Shura del Capricorno indossò elmo e mantello. Nuovamente si inginocchiò alla dea, quindi sparì nella notte.

***

Il cavaliere della nona casa correva tenendo la bimba fra le braccia. Sulle spalle portava lo scrigno dorato del Sagittario.

Dove avrebbe potuto nasconderla? Dove tenerla al sicuro, fino a che la verità non fosse stata svelata e il vero traditore smascherato?

Sciocco. Uno solo era il luogo: la Cina; dal vecchio maestro, antico cavaliere della Bilancia. Sì, laggiù Atena sarebbe stata al sicuro.

Non era molto, eppure quel pensiero recò un po’ di sollievo al suo animo tormentato. Un sollievo che durò poco.

Fin’ora solo soldati ordinari avevano tentato di sbarrargli la strada, ma uno più forte stava giungendo…

***

Shura del Capricorno trovò Aiolos del Sagittario lungo la strada rocciosa che conduceva all’esterno del Santuario. Nessun dubbio: nessuna esitazione lo avrebbe sfiorato. Nessuna pietà per il traditore. Era giusto, e fedele, e ancora troppo puro per sospettare l’inganno.

***

Aiolos lasciò la bimba in un luogo sicuro.

La spada sacra, Excalibur divina fatta di luce, lo colpì in pieno.

Indossò le sacre vestigia. Non avrebbe voluto. Non era un nemico.

Il colpo mandò in frantumi la roccia sotto i piedi dell’avversario e lo scaraventò a terra.

Poteva prendere Atena e fuggire… ma dov’era Atena?

La piccola aveva lasciato il riparo, ed ora stava vicino al cavaliere della decima casa.

Non avrebbe potuto colpirlo… non avrebbe dovuto mancarlo…

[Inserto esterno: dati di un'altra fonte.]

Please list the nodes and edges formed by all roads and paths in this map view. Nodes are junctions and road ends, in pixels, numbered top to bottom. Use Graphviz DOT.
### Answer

La spada di Atena, da lei donata al più fedele, colpì il cavaliere del Sagittario in mille lampi di luce e lo fece precipitare oltre una ripida rupe.

***

Il vincitore fissò assorto il punto oltre il quale era scomparso il passato compagno, quindi si voltò verso l’infante.

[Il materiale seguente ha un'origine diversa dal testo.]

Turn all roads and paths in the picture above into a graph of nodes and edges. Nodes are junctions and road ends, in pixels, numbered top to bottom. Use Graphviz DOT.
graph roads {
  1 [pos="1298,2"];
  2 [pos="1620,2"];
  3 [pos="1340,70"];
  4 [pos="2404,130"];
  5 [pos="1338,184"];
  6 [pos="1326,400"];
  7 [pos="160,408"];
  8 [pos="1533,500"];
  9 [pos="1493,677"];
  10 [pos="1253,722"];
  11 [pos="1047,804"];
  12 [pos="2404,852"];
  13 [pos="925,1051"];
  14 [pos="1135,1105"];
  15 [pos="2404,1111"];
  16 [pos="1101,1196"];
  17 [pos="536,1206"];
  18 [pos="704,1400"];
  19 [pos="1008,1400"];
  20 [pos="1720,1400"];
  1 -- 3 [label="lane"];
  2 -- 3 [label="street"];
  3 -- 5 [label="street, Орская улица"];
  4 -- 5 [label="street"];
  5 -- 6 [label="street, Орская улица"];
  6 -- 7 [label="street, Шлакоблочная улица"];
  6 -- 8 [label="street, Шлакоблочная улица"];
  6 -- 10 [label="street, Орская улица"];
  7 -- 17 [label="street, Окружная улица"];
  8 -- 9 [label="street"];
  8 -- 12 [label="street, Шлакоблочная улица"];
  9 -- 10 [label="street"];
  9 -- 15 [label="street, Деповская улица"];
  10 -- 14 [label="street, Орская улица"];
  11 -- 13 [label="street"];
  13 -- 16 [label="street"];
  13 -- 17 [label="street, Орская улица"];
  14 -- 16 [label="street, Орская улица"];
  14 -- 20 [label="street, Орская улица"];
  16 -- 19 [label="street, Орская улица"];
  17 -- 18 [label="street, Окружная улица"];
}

Per un lunghissimo, folle istante il cavaliere più fedele ad Atena alzò la mano per colpire la piccola. Poi la ritrasse.

Shura del Capricorno voltò le spalle alla sua dea e prese la via del Santuario.

***

Il fanciullo si destò all’improvviso. Era solo. Qualcosa di grave era accaduto.

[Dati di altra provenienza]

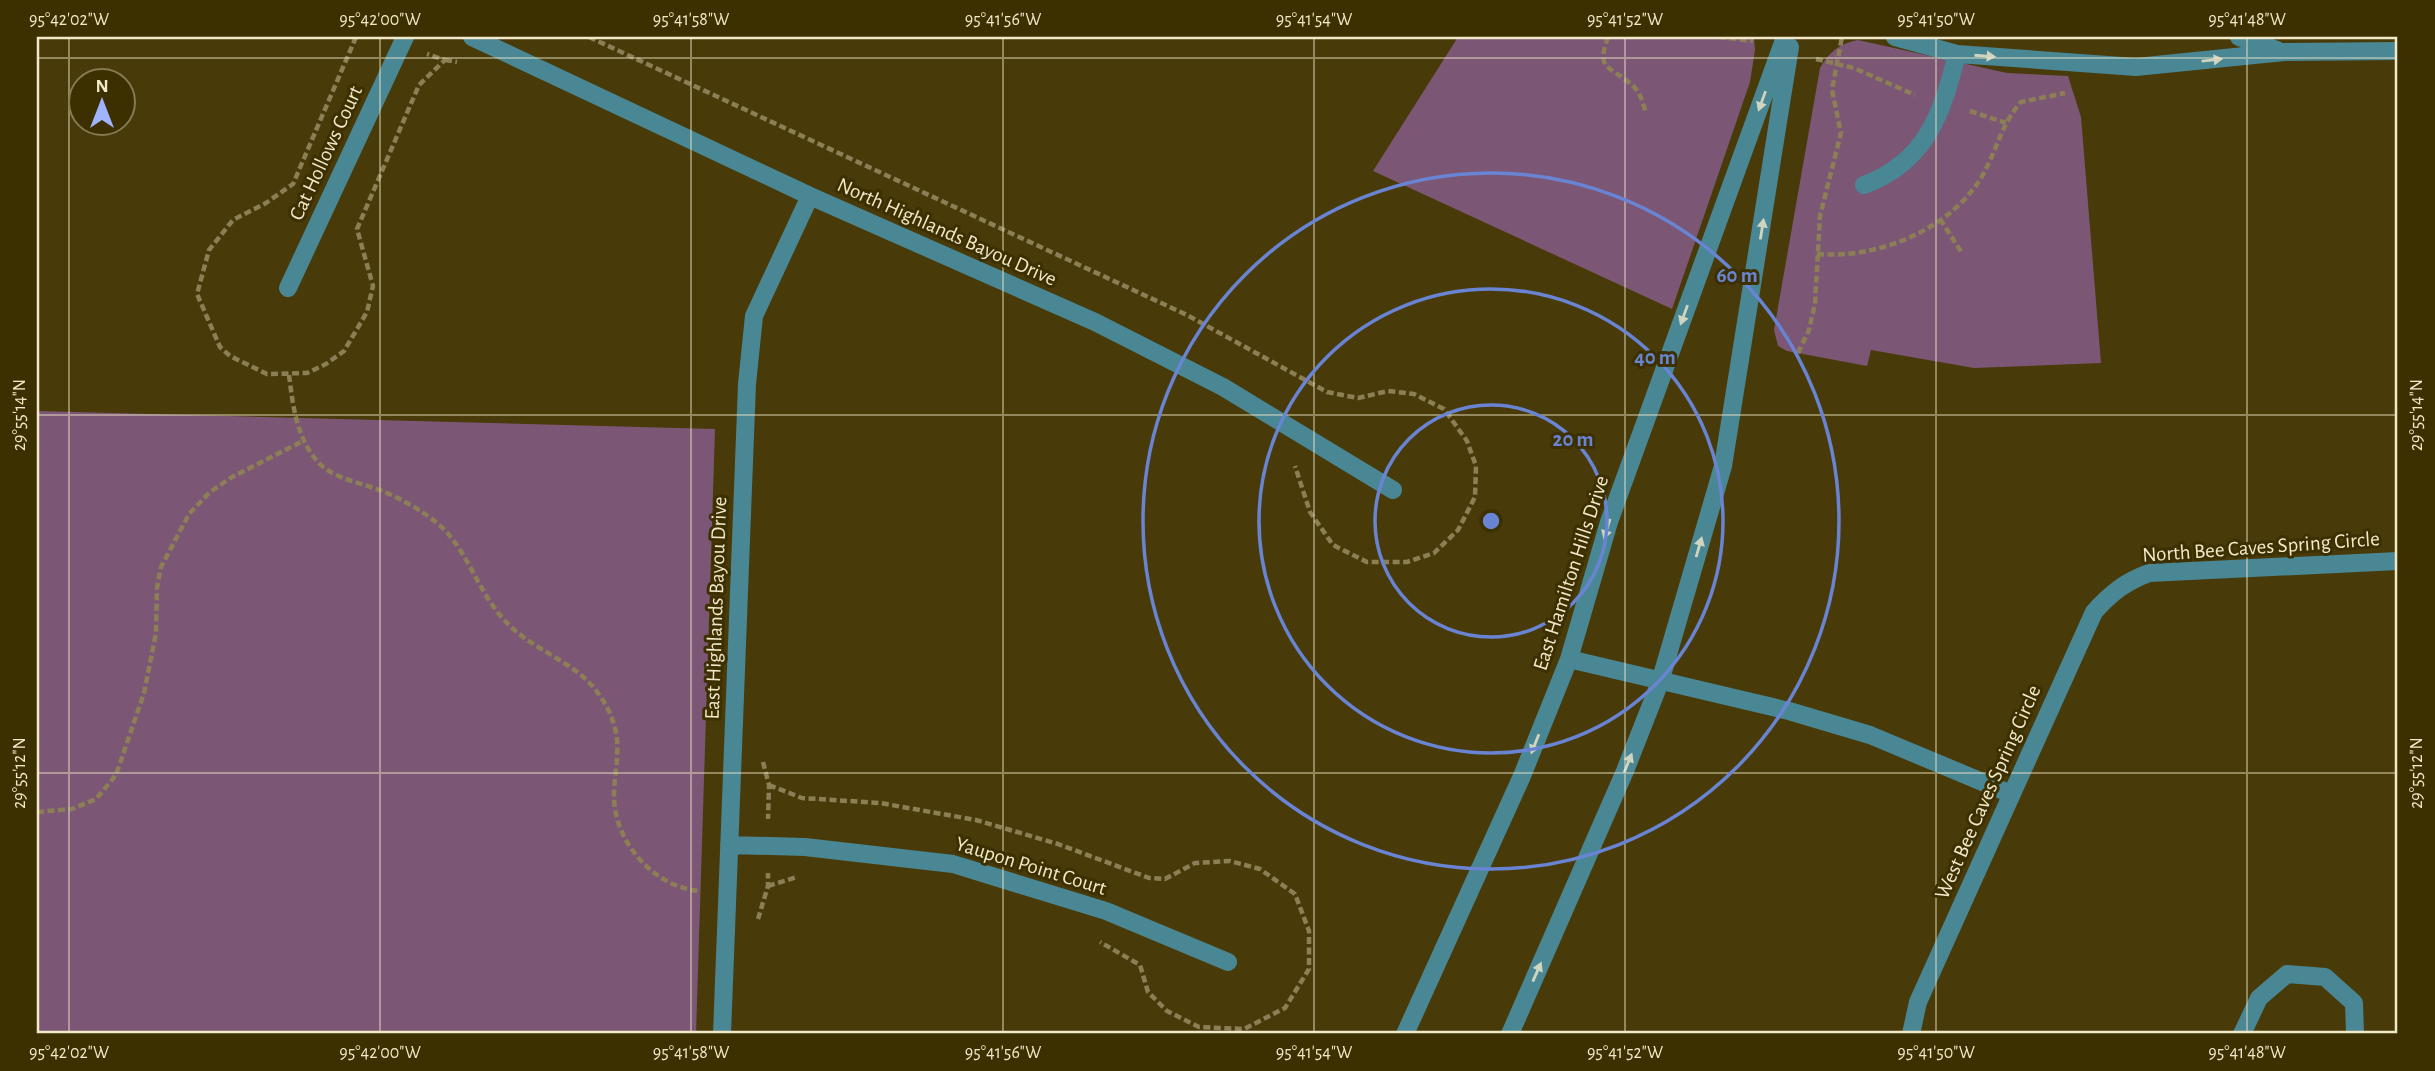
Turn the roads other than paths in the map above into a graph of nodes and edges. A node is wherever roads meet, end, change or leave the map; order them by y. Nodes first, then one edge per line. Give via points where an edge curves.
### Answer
1 (472, 37) edge
2 (1785, 37) edge
3 (1792, 37) edge
4 (1895, 37) edge
5 (2239, 37) edge
6 (403, 40) edge
7 (2398, 51) edge
8 (2284, 52) junction
9 (1957, 54) junction
10 (1864, 186) dead end
11 (810, 196) junction
12 (288, 288) dead end
13 (1393, 490) dead end
14 (2398, 561) edge
15 (2128, 581) joint
16 (1569, 659) junction
17 (1660, 682) junction
18 (2011, 794) junction
19 (729, 845) junction
20 (1228, 962) dead end
21 (722, 1034) edge
22 (1405, 1034) edge
23 (1510, 1034) edge
24 (1910, 1034) edge
25 (2242, 1034) edge
26 (2355, 1034) edge

1 - 11 street, North Highlands Bayou Drive
2 -> 16 street, East Hamilton Hills Drive via 1609,522
17 -> 3 street via 1723,466
4 - 9 street
5 - 8 street
6 - 12 street, Cat Hollows Court
7 - 8 street
9 -> 8 street via 2136,67
9 - 10 street via 1942,110 1927,137 1895,170
11 - 13 street, North Highlands Bayou Drive via 1176,363 1309,436
11 - 19 street, East Highlands Bayou Drive via 754,316 747,384
14 - 15 street, North Bee Caves Spring Circle via 2149,573
15 - 18 street, West Bee Caves Spring Circle via 2094,612
16 - 17 street
16 -> 22 street, East Hamilton Hills Drive via 1522,776
17 - 18 street via 1870,735
23 -> 17 street
18 - 24 street, West Bee Caves Spring Circle via 1918,1002
19 - 20 street, Yaupon Point Court via 805,846 953,864 1106,911
19 - 21 street, East Highlands Bayou Drive
25 - 26 street via 2259,998 2287,975 2325,977 2354,1003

Simile a una morsa l’angoscia iniziò a stringergli il petto… perché? Aiolos era il più forte e valente fra i cavalieri di Atena, non v’era motivo di temere.

Un gruppo di soldati irruppe nella stanza. Che volevano? Cercavano Aiolos. Ma perché? Cos’era accaduto? Aveva tradito.

Tradito. Aiolos aveva tradito.

Il giovane Aiolia scappò dalla stanza, disperato; senza meta… senza guida…

***

In fondo alla rupe Aiolos cercò in sé la forza di rialzarsi. Per il bene di Atena; per il bene della Terra; lentamente iniziò la risalita.

Sollevato, trovò la bimba sul luogo dello scontro, salva. Tolse l’armatura e la prese nuovamente fra

le braccia.

Alla luce della rossa aurora voltò le spalle al Santuario e si diresse verso le antiche rovine di Atene.

Continuò ad avanzare, silenzioso, il leggero fardello sempre più pesante; le cinghie sulle spalle sempre più taglienti. Non sperava più di raggiungere la Cina, non sperava più di vedere un’altra aurora, ma dentro di sé pregava. Pregava che la divina provvidenza in qualche modo lo aiutasse.

Le gambe gli cedettero. Provò a rialzarsi ma capì che Thanatos era infine giunto a prenderlo. Fu allora che vide un uomo avvicinarsi. Uno straniero.

Era la cosa giusta? Sì, lo sentiva; e comunque non c’era più tempo ormai.

Gli narrò ogni cosa: di Atena, dei cavalieri, e di quanto accaduto quella notte. Infine gli affidò la piccola e le sacre vestigia.

***

Mitsumasa Kido fissava incredulo lo strano guerriero uscito dai tempi del mito. Non riusciva a comprendere appieno quello che stava accettando, eppure sapeva che era giusto; che era quello il suo fato; quello lo scopo per cui era nato.

***

Aiolos posò un’ultima volta lo sguardo su colei per cui aveva dato la vita. Il suo destino era salvare Atena. Si era compiuto.

Chiuse gli occhi. Nessuna paura, nessuna angoscia… una profonda sensazione di pace colmava il suo spirito. Un cosmo caldo e brillante sembrava cullarlo. Sorrise. Non era Thanatos che lo prendeva per mano in quel momento…

***

Aiolia, futuro cavaliere del Leone, si trovava su una delle tante alture che circondavano il Santuario.

Solo dopo qualche istante capì che il terribile grido che gli feriva le orecchie fuoriusciva dalle sue labbra.

Cadde in ginocchio. E pianse.

***

Nella tredicesima casa, Saga dei Gemelli sorrise.

Aiolos del Sagittario non era più.

Nessuno la vide. Nascosta, una limpida lacrima brillava sul viso dell’angelo traditore.